Source data

--------------------------------

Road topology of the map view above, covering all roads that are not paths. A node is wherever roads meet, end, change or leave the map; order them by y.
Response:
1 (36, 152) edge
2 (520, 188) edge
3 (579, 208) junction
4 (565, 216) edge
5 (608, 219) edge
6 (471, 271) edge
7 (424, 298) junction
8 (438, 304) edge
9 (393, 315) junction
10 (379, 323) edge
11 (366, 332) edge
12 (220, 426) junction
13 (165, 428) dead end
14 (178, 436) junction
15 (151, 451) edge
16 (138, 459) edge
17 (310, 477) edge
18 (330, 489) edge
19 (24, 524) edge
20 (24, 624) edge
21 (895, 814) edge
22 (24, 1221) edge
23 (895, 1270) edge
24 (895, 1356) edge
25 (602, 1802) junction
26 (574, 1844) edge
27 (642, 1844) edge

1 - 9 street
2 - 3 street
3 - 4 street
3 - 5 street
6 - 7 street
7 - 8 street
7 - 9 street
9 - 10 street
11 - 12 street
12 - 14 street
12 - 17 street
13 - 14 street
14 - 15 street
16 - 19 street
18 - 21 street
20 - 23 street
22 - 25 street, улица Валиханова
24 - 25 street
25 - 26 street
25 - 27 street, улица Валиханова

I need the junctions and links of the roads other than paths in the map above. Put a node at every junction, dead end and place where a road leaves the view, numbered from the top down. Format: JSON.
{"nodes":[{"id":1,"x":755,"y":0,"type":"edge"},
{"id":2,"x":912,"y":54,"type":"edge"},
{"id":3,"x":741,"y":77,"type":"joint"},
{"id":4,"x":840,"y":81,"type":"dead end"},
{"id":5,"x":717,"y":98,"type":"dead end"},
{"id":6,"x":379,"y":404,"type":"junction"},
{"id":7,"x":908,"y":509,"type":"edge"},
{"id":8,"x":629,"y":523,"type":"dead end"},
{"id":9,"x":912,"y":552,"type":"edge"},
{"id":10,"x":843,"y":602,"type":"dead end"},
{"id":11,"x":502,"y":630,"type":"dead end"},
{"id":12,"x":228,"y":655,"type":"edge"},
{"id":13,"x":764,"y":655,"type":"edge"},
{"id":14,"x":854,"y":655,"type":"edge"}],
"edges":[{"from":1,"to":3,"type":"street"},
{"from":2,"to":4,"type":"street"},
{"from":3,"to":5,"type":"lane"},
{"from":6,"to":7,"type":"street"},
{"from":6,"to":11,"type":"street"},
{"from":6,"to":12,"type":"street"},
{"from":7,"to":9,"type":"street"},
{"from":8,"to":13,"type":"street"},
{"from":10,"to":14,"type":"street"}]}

--------------------------------

**PROBLEM REQUIREMENTS:** Which of the lines in the data hold the string "Валиханова"? Report each of them by copying it.

**EXERCISE RESULT:**
22 - 25 street, улица Валиханова
25 - 27 street, улица Валиханова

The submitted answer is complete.